7. Il résulte de l'article 1147 du code civil, dans sa rédaction antérieure à celle issue de l'ordonnance n° 2016-131 du 10 février 2016, que le vendeur professionnel est tenu, avant la vente, d'une obligation de conseil qui lui impose de se renseigner sur les besoins de l'acheteur afin d'être en mesure de l'informer sur l'adéquation entre le bien qui est proposé et l'usage qui en est prévu.

8. Après avoir retenu que le cercueil fourni n'était pas adapté au mode de sépulture choisi par la famille, la cour d'appel a énoncé, à bon droit, que la société PFB, chargée de l'organisation d'obsèques, était tenue d'un devoir d'information et de conseil comportant l'obligation de se renseigner sur le mode de sépulture envisagé par ses clients et l'adéquation des produits proposés.

9. Ayant ensuite constaté que cette société n'établissait pas s'être acquittée de cette obligation, la cour d'appel n'a pu qu'en déduire que sa responsabilité était engagée.
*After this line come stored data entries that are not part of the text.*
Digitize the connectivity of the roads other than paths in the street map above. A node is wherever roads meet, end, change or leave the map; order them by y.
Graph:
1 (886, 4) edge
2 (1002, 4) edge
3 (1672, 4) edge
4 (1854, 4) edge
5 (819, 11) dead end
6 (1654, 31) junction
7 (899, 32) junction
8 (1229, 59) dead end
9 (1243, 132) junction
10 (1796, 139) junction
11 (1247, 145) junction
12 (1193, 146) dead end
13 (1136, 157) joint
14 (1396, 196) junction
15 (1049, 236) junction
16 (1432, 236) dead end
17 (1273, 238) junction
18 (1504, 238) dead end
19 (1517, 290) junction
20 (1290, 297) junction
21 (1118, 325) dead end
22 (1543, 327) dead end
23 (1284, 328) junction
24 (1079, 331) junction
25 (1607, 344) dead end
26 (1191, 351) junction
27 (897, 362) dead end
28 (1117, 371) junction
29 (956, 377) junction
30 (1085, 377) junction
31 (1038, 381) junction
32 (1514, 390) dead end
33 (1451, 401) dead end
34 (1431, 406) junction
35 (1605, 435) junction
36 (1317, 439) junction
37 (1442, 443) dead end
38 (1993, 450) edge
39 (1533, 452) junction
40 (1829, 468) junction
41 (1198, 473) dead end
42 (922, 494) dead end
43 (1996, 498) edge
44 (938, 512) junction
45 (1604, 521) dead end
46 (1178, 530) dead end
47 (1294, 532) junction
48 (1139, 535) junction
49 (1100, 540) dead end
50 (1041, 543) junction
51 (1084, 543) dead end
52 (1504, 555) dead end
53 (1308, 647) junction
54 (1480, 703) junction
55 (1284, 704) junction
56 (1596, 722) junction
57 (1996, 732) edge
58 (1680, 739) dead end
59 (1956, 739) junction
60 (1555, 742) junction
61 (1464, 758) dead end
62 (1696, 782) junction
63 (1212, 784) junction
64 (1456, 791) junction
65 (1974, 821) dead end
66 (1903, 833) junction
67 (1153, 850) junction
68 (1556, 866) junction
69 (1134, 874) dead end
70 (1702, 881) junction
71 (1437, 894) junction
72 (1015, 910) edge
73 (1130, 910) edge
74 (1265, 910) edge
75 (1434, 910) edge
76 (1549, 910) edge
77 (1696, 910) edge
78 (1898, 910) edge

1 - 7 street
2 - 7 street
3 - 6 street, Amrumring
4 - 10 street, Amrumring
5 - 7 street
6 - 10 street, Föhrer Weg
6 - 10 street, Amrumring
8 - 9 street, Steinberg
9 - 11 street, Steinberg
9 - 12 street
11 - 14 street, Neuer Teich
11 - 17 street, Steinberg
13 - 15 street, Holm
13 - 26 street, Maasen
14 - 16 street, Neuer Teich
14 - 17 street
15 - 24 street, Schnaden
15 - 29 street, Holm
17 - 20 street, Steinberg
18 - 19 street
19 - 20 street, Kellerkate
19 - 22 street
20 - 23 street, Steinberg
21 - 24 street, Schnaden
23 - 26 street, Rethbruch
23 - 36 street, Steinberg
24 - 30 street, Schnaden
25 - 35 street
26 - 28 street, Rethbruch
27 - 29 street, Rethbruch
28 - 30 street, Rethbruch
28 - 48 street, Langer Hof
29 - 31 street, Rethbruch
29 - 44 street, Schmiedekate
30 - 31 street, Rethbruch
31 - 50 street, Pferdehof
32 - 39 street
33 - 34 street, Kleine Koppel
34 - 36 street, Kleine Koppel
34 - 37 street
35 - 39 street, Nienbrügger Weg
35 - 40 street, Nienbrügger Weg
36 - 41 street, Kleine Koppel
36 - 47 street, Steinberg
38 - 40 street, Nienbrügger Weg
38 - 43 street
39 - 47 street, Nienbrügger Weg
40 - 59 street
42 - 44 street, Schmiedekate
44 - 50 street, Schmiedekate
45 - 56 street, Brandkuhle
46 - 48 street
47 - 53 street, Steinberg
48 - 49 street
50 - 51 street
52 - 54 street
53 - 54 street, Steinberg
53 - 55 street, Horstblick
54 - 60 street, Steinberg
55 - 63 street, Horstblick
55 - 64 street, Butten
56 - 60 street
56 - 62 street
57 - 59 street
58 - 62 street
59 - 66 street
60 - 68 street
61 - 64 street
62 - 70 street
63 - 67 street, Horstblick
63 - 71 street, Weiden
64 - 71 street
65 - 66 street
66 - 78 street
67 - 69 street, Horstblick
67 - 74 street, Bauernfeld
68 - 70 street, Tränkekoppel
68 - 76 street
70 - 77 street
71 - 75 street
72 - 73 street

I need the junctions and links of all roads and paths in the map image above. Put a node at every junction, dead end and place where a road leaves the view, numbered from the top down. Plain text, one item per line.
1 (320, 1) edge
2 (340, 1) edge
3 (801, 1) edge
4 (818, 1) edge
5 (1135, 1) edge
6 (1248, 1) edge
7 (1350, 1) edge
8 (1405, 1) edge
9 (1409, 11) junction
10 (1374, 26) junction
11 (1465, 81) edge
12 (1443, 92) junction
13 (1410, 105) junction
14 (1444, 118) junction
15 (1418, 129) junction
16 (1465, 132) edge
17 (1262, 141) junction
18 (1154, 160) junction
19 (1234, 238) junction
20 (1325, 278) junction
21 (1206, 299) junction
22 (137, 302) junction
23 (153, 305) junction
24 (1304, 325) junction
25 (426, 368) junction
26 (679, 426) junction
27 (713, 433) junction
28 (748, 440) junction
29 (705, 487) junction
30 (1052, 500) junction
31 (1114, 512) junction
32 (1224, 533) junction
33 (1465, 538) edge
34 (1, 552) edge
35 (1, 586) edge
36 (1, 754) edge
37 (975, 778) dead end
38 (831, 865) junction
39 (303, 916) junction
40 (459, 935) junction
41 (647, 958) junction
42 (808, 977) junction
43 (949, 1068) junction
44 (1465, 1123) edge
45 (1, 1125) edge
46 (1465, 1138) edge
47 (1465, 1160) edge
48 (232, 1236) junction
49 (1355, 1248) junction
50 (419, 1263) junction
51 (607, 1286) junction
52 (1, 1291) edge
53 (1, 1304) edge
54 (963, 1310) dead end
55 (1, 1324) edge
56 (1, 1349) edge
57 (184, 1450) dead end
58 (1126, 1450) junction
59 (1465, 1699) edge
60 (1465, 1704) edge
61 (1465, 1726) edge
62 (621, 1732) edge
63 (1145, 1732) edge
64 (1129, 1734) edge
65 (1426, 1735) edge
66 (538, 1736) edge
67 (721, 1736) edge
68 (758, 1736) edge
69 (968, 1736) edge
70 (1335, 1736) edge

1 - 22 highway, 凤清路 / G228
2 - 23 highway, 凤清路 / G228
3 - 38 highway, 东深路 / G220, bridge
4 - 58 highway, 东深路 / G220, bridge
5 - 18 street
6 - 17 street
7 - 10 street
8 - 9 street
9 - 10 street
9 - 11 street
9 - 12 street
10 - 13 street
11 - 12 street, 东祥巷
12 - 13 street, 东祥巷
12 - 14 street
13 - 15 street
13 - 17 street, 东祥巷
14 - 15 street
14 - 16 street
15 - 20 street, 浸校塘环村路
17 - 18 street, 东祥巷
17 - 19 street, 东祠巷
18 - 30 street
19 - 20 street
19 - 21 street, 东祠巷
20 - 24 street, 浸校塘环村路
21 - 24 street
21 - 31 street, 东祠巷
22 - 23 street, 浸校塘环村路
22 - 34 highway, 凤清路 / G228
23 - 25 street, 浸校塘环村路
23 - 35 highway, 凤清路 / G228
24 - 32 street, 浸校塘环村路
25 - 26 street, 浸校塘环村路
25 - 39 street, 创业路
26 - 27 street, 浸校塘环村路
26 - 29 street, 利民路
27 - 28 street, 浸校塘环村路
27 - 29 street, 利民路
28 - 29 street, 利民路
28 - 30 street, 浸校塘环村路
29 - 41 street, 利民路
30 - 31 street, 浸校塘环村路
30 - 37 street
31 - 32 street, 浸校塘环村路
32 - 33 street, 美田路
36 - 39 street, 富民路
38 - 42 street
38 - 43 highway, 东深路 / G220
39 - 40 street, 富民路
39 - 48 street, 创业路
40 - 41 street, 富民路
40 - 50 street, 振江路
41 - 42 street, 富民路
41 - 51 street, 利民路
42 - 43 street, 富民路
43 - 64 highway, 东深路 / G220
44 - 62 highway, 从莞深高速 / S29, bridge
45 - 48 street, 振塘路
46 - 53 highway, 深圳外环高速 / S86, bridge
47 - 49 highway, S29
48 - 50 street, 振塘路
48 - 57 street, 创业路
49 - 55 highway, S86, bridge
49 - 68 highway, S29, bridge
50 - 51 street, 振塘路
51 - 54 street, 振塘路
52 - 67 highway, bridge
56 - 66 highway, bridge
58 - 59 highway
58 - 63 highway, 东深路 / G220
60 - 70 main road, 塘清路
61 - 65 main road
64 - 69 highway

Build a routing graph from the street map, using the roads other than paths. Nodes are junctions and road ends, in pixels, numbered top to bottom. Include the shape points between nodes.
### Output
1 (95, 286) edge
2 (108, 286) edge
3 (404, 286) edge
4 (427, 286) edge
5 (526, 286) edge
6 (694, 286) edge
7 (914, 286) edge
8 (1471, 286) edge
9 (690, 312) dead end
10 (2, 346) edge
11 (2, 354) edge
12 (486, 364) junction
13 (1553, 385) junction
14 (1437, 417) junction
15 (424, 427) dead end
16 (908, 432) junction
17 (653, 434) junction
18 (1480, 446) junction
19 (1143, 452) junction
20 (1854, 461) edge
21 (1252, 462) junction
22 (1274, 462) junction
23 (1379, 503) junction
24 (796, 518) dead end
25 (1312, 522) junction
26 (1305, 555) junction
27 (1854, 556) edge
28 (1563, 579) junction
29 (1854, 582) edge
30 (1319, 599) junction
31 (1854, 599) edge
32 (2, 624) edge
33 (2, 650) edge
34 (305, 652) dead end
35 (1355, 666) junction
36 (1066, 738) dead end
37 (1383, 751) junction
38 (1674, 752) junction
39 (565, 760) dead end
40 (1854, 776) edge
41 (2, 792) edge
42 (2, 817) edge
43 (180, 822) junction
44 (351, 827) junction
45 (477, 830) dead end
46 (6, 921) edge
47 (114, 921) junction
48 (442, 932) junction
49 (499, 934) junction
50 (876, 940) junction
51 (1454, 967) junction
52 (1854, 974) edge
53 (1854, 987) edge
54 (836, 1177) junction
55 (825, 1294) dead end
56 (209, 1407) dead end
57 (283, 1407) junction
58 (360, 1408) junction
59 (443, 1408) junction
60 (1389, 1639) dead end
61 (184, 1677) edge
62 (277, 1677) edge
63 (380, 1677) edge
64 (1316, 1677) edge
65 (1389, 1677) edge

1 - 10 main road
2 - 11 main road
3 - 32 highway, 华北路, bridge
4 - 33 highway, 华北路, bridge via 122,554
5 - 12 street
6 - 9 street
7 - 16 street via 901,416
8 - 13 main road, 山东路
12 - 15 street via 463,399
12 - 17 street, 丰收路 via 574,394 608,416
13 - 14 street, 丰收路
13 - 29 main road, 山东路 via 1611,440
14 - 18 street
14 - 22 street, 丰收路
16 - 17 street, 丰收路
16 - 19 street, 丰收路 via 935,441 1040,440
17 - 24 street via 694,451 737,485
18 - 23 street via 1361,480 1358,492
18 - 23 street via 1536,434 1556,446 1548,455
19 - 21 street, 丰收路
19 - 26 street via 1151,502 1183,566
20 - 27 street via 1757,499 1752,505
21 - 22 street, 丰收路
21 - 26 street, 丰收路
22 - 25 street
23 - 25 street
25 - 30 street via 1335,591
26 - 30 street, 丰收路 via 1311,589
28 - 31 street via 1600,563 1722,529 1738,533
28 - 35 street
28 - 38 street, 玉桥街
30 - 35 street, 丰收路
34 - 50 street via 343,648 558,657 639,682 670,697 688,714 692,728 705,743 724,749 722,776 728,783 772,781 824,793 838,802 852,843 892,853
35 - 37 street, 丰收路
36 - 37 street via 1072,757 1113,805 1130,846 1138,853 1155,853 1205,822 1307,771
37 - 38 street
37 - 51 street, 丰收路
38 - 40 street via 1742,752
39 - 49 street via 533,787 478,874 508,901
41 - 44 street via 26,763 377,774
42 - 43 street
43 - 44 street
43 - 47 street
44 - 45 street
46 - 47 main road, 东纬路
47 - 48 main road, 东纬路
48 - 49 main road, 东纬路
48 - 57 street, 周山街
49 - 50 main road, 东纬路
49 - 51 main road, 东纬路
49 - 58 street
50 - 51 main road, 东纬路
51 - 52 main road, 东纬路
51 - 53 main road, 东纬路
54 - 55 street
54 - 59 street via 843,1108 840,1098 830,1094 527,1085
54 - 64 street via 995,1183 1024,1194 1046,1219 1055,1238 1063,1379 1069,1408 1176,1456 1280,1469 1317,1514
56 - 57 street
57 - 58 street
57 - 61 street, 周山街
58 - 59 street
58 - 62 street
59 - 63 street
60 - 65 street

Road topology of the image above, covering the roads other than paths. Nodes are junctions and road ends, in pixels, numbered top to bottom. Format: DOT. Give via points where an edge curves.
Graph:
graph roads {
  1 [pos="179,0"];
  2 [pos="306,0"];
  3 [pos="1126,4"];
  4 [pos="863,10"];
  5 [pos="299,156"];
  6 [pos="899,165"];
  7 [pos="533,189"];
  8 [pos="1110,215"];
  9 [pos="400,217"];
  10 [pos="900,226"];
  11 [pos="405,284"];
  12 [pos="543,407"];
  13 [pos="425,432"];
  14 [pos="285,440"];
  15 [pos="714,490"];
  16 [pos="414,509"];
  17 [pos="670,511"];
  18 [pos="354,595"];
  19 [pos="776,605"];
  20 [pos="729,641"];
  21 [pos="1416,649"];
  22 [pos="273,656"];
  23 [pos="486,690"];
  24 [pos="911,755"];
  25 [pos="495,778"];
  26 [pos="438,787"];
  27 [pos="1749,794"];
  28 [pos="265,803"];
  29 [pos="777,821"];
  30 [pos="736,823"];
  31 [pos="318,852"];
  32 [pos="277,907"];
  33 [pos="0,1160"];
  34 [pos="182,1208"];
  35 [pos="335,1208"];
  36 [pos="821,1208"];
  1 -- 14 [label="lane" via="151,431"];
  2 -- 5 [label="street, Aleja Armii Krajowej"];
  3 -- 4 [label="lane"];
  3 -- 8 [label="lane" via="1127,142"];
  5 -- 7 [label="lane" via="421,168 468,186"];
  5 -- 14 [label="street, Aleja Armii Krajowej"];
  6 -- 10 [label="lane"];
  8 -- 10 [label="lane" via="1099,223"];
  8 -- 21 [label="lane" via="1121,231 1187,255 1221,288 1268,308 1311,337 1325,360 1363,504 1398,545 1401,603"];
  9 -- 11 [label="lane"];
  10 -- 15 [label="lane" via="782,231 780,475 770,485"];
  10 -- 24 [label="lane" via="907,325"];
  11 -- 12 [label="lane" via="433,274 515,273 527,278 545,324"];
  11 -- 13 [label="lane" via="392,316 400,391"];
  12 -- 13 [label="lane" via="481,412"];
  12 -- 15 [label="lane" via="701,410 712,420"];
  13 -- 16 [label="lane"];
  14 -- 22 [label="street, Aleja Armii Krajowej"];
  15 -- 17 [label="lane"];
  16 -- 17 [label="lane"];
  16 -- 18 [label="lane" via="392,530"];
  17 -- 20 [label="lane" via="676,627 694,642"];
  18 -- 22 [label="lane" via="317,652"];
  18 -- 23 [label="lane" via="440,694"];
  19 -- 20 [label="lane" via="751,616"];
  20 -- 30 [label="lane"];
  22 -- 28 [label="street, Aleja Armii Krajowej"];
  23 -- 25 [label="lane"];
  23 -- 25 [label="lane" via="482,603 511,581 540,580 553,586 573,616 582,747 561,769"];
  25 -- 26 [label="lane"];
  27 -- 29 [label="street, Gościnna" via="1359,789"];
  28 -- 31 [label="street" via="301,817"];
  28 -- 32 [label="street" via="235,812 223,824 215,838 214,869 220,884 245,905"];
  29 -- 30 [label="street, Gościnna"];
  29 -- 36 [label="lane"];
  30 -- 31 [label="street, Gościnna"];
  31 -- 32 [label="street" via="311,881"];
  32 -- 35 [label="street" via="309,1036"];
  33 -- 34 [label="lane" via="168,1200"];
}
9. Le moyen n'est donc pas fondé.

PAR CES MOTIFS, la Cour :

REJETTE le pourvoi ;

Condamne la société Pompes funèbres [Adresse 5] aux dépens ;

En application de l'article 700 du code de procédure civile, rejette la demande formée par la société Pompes funèbres [Adresse 5] et la condamne à payer à Mme [V] [Z], Mme [N] [K] et M. [P] [M] la somme globale de 3 000 euros ;

 Ainsi fait et jugé par la Cour de cassation, première chambre civile, et prononcé publiquement le trois décembre deux mille vingt-cinq par mise à disposition de l'arrêt au greffe de la Cour, les parties ayant été préalablement avisées dans les conditions prévues au deuxième alinéa de l'article 450 du code de procédure civile.